Le véritable destin d’Anna May Wong, actrice sino-américaine qui a dû se battre pour apparaître à l’écran

Anna May Wong n'a jamais pu s'extraire du carcan ethnique dans lequel Hollywood l'a maintenait. © Getty Images
Nicolas Clément
Nicolas Clément Journaliste cinéma

Le destin d’Anna May Wong est bien différent de celui exposé dans la mini série Netflix Hollywood puisqu’elle n’a jamais pu s’extraire du carcan ethnique dans lequel l’industrie cinématographique américaine la maintenait. Retour sur le parcours de cette actrice qui a dû se battre pour apparaître à l’écran.

Ceux qui ont récemment binge-watché Hollywood, mini-série Netflix idéalisée à la gloire des minorités qui mêle le vrai et le faux pour réécrire l’âge d’or hollywoodien en mode inclusif, l’auront vue triompher aux Oscars à la fin des années 40 après une difficile traversée du désert. Dans les faits, Anna May Wong n’a bien sûr jamais remporté de statuette dorée. Seules les galères et les désillusions, hélas, sont avérées. Et ce, largement en raison d’une double « tare » intersectionnelle: son appartenance ethnique et sa féminité.

Actrice sino-américaine née à Los Angeles en 1905, Anna May Wong (Wong Liu Tsong de son vrai nom) est issue d’une famille d’immigrants chinois de la seconde génération. À l’âge de quatorze ans seulement, et alors qu’elle travaille toujours à la blanchisserie tenue par ses parents, elle fait sa première apparition à l’écran en tant que figurante dans La Lanterne rouge, super- production d’Albert Capellani en partie tournée dans le Chinatown de L.A. C’est un ami de son père, acteur et agent chinois, qui obtient qu’elle soit embauchée dans un milieu qui se prête sans vergogne aucune à la tradition du « yellowface ». En clair: les acteurs blancs occidentaux se griment, se costument, adoptent un accent et un comportement particulier pour hériter des personnages asiatiques d’une certaine importance dans les films.

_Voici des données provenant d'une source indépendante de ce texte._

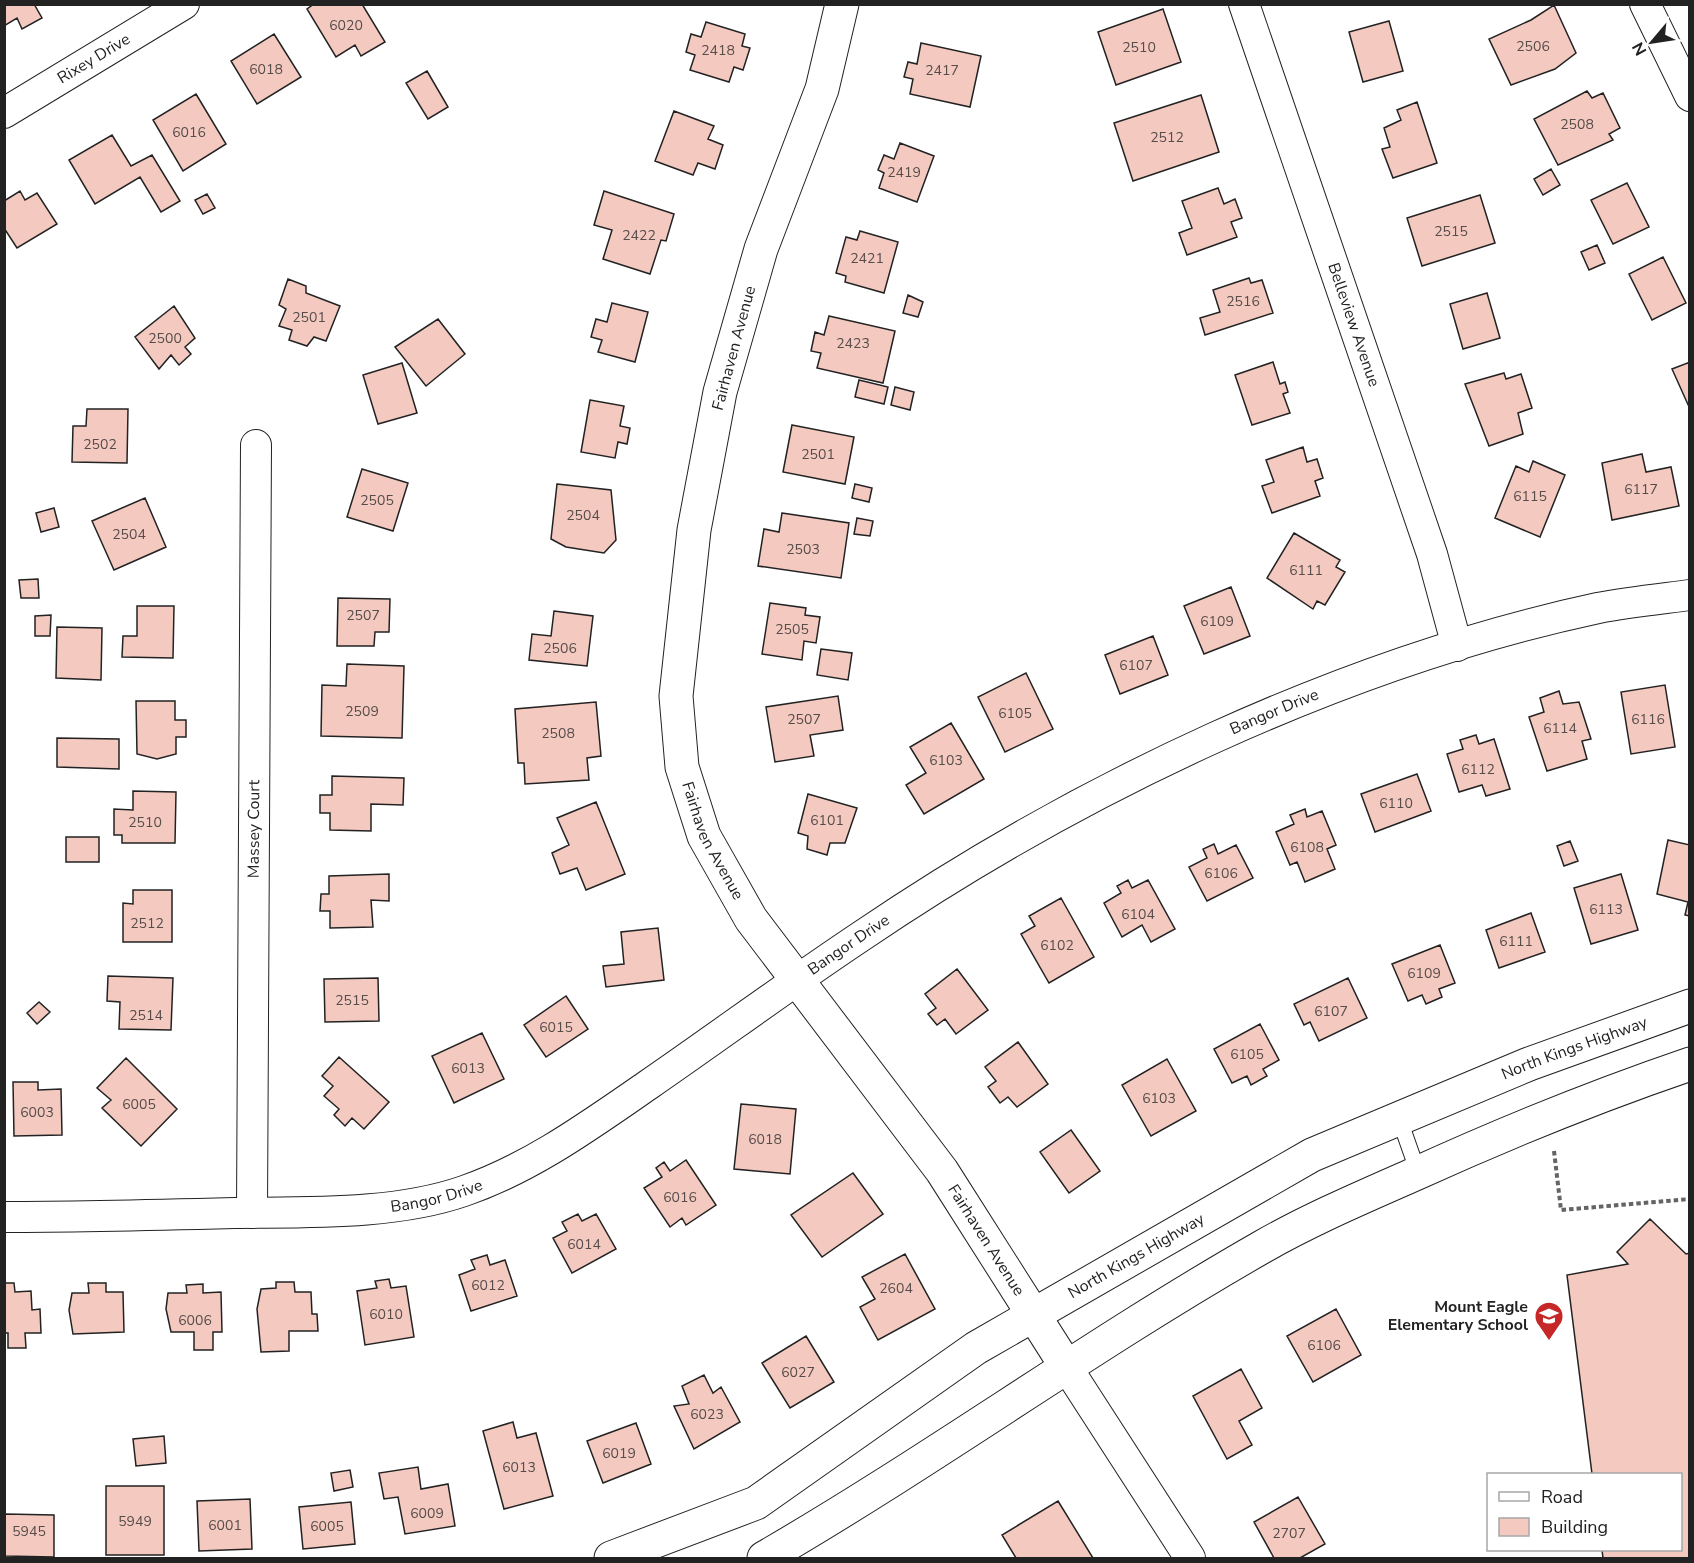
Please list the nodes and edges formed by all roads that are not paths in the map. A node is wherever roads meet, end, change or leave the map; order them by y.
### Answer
1 (184, 4) edge
2 (842, 4) edge
3 (1244, 4) edge
4 (1646, 4) edge
5 (1689, 96) edge
6 (4, 113) edge
7 (256, 445) dead end
8 (1689, 595) edge
9 (1457, 646) junction
10 (799, 980) junction
11 (1689, 1006) edge
12 (1689, 1064) edge
13 (1399, 1118) junction
14 (1418, 1172) junction
15 (252, 1213) junction
16 (4, 1217) edge
17 (1033, 1314) junction
18 (1066, 1366) junction
19 (611, 1558) edge
20 (764, 1558) edge
21 (1190, 1558) edge

1 - 6 street, Rixey Drive
2 - 10 main road, Fairhaven Avenue
3 - 9 street, Belleview Avenue
4 - 5 street
7 - 15 street, Massey Court
8 - 9 street, Bangor Drive
9 - 10 street, Bangor Drive
10 - 15 street, Bangor Drive
10 - 17 main road, Fairhaven Avenue
11 - 13 main road, North Kings Highway
12 - 14 main road
13 - 14 lane
13 - 17 main road, North Kings Highway
14 - 18 main road
15 - 16 street, Bangor Drive
17 - 18 main road, Fairhaven Avenue
17 - 19 main road, North Kings Highway
18 - 20 main road
18 - 21 street, Fairhaven Avenue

Pratique largement répandue qui n’empêche néanmoins pas Anna May Wong de décrocher dès 1922 le rôle principal de Fleur de Lotus de Chester M. Franklin, librement inspiré de l’opéra Madame Butterfly, puis de jouer aux côtés de Douglas Fairbanks, la plus grande star masculine de l’époque, dans Le Voleur de Bagdad de Raoul Walsh deux ans plus tard. C’est le début d’une étonnante success story qui verra la comédienne s’imposer comme une interprète de premier plan reconnue et appréciée sur plusieurs continents.

Gloire et déboires

Très vite, pourtant, la jeune femme perçoit les limites du cadre qu’on lui assigne. Elle enchaîne les rôles mineurs dans des productions où elle incarne tour à tour une Arabe, une Inuit, une bohémienne ou même une Russe, preuve que son ethnicité a, pour le système, avant tout valeur de vaste fourre-tout de l’altérité.

Frustrée par les rôles stéréotypés que lui offre Hollywood, elle prend le chemin de l’Europe à la fin des années 20. Là, elle se revendique d’une identité garçonne et joue habilement de son sex-appeal à l’écran, comme dans le Piccadilly d’Ewald André Dupont (1929), devenant une véritable petite icône exotique à la mode.

Périodiquement de retour en Amérique au cours des années 30 afin d’y capitaliser sur ce succès, elle tourne notamment dans Shanghaï Express de Josef von Sternberg (1932) et La Fille de Shanghai de Robert Florey (1937). Mais connaît la plus grande déception de sa carrière entre ces deux jalons marquants lorsque, en 1935, la Metro-Goldwyn-Mayer lui refuse le rôle principal de Visages d’Orient, adapté d’un best-seller de Pearl Buck racontant la vie quotidienne d’une famille de paysans chinois, en raison du fameux code Hays qui interdit alors les gestes intimes entre les diverses ethnies.

Dès la fin des années 30, elle n’enchaîne plus que les anecdotiques séries B puis les séries télévisées. En 1961, à 56 ans, elle meurt d’une crise cardiaque alors même qu’elle espère encore faire son grand retour au cinéma dans le film musical Au rythme des tambours fleuris, ultime revers d’un parcours riche d’une soixantaine de longs métrages qui mérite, aujourd’hui sans doute plus que jamais, d’être réhabilité.